Based on Genting Hong Kong’s FY19’s accounts, it has over US$5bil worth of assets versus a debt of over US$2bil. Its short-term debt stood at US$200 or about RM835mil.

“In terms of balance sheet, it is mainly a cash flow issue. One option is disposing some of these assets to pay creditors, ” says Tan, who points out that the company’s woes pre-dates the outbreak of Covid-19 and has been loss-making in the last four financial years.

“The cruise business is definitely harder hit because of the huge overhead expenses and fixed costs and at the same time operators still can’t operate.

“For now, investors do not see a turnaround story at Genting Hong Kong given the lack of earnings visibility, ” he adds.

On the other hand, Genting Malaysia has resumed operations and with a large local crowd, it can cover some costs, if not all.

Genting Singapore’s casino resort has also reopened but business is hampered due to its reliance on foreign tourists, which make up 75%-80% of its traffic.

At a time when these Genting companies need to conserve cash to ride out the pandemic, any proposal that will stretch their financial resources will not sit well with investors.

Instead, UOB Kay Hian expects the Hong Kong entity to reach a “pragmatic agreement with its creditors and to secure additional financing to stay afloat in the interim period until a vaccine for the Covid-19 virus is discovered, or until the pandemic is reasonably contained to allow the cruise operator to fully resume its operations”.

It sees Genting Hong Kong being able to eventually issue fresh debt or equity, albeit at high interest costs and significant equity discounts, similar to what other cruise operators in the United States had done in 2Q20. Towards this end, Carnival Cruise of the US issued debt papers costing it almost 10% when risk-free government debt papers yields less than 0.5%.

Moreover, every subsidiary within the Genting group has commitments in place for the cash pile they are sitting on, point out analysts.

Genting Singapore, which has the largest cash hoard, has committed S$4.5bil for the Resorts World Sentosa expansion. Genting Malaysia, meanwhile, is constructing an outdoor theme park, costing RM5bil, while parent Genting needs to spend another US$2.2bil in the next one year to see the completion of its integrated resort, casino and MICE centre in Las Vegas.

Rather to help strengthen the Lim family’s cash flows, UOB Kay Hian foresees Genting Malaysia and Genting Singapore cascading up their surplus reserves as dividends. Similarly, Genting is also seen likely to distribute relatively healthy dividends to shareholders, something that would benefit minorities, besides the Lim family.

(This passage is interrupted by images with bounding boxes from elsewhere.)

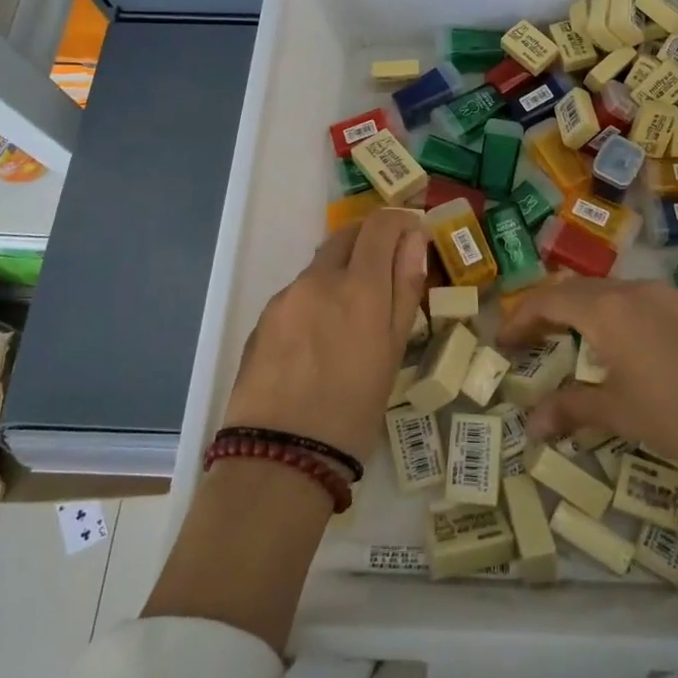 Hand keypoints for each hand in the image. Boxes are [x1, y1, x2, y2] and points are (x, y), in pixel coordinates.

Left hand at [221, 207, 427, 462]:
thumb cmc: (354, 409)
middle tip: (386, 273)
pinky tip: (317, 343)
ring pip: (321, 266)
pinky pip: (298, 294)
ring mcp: (286, 297)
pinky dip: (316, 300)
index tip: (412, 236)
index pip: (380, 224)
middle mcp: (319, 279)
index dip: (399, 222)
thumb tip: (414, 240)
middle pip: (347, 235)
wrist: (280, 456)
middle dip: (370, 241)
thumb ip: (405, 288)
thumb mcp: (393, 351)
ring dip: (341, 274)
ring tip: (350, 322)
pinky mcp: (263, 318)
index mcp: (359, 286)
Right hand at [498, 278, 677, 486]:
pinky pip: (658, 303)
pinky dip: (636, 317)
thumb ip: (570, 409)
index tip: (504, 339)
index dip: (521, 317)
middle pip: (583, 290)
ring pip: (622, 293)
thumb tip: (530, 422)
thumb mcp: (619, 414)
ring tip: (588, 343)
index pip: (550, 300)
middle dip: (553, 311)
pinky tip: (646, 349)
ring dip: (596, 312)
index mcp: (611, 312)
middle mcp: (640, 290)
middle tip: (536, 338) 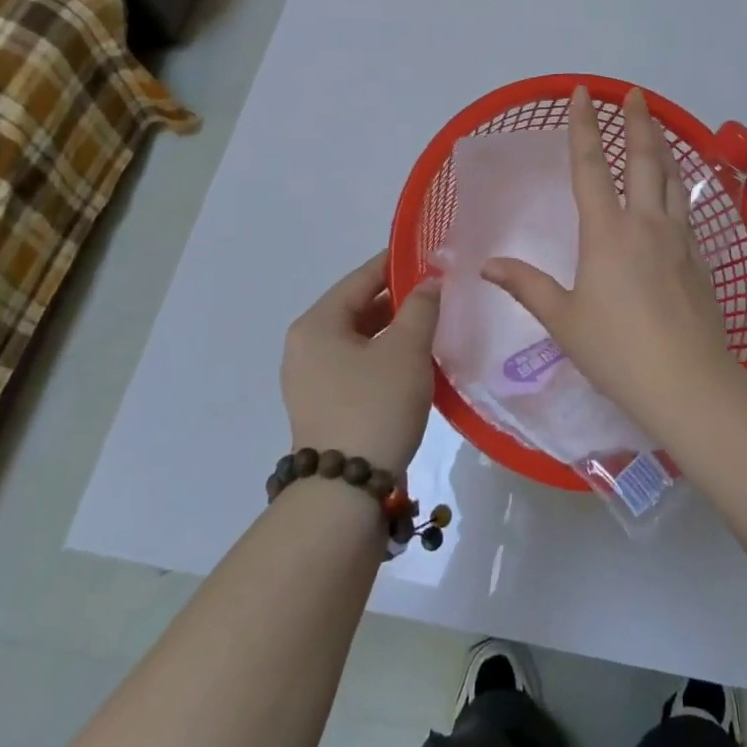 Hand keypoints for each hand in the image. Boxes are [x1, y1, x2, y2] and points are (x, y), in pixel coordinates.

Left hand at [281, 252, 439, 472]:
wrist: (345, 492)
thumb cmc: (375, 406)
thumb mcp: (406, 350)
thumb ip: (421, 307)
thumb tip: (430, 281)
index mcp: (317, 324)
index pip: (362, 278)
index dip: (398, 263)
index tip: (432, 254)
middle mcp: (306, 345)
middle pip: (358, 307)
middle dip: (399, 299)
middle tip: (440, 291)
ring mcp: (311, 378)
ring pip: (359, 337)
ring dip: (394, 329)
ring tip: (433, 323)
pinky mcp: (323, 404)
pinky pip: (356, 364)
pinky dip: (383, 355)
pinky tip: (414, 360)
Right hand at [481, 87, 733, 432]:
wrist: (687, 380)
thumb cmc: (617, 350)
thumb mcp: (564, 320)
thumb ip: (527, 286)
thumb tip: (488, 265)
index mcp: (607, 232)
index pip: (590, 167)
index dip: (584, 126)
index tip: (583, 93)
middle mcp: (645, 223)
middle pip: (643, 159)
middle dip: (638, 121)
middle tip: (635, 94)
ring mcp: (678, 238)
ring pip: (671, 179)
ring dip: (663, 148)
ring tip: (657, 128)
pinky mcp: (699, 258)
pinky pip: (686, 208)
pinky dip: (678, 185)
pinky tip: (676, 191)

While Genting Malaysia has been prone to RPTs in the past, not all were seen as negative for minority shareholders, says Maybank IB Research.

“The acquisition of Genting UK for £340mil in 2010 turned out to be more positive than we expected. Its EBITDA grew from £30.2mil in FY09 to a high of £50mil in FY16, ” said the bank in an Aug 6 report.

Interestingly, Genting Malaysia was once invested in Genting Hong Kong and had disposed of that 17% block for US$415mil in 2016.

From 1998 until that period, the Malaysian company had invested more than US$750mil and impaired more than RM2bil of its investment in the Hong Kong entity, said the research report.

Notwithstanding the above, Maybank IB observed that Genting Malaysia has been a lot more generous with dividends.

Shares of Genting Malaysia fell 8 sen to RM2.22, while parent Genting Bhd was down 23 sen or 6.05% to RM3.57 yesterday.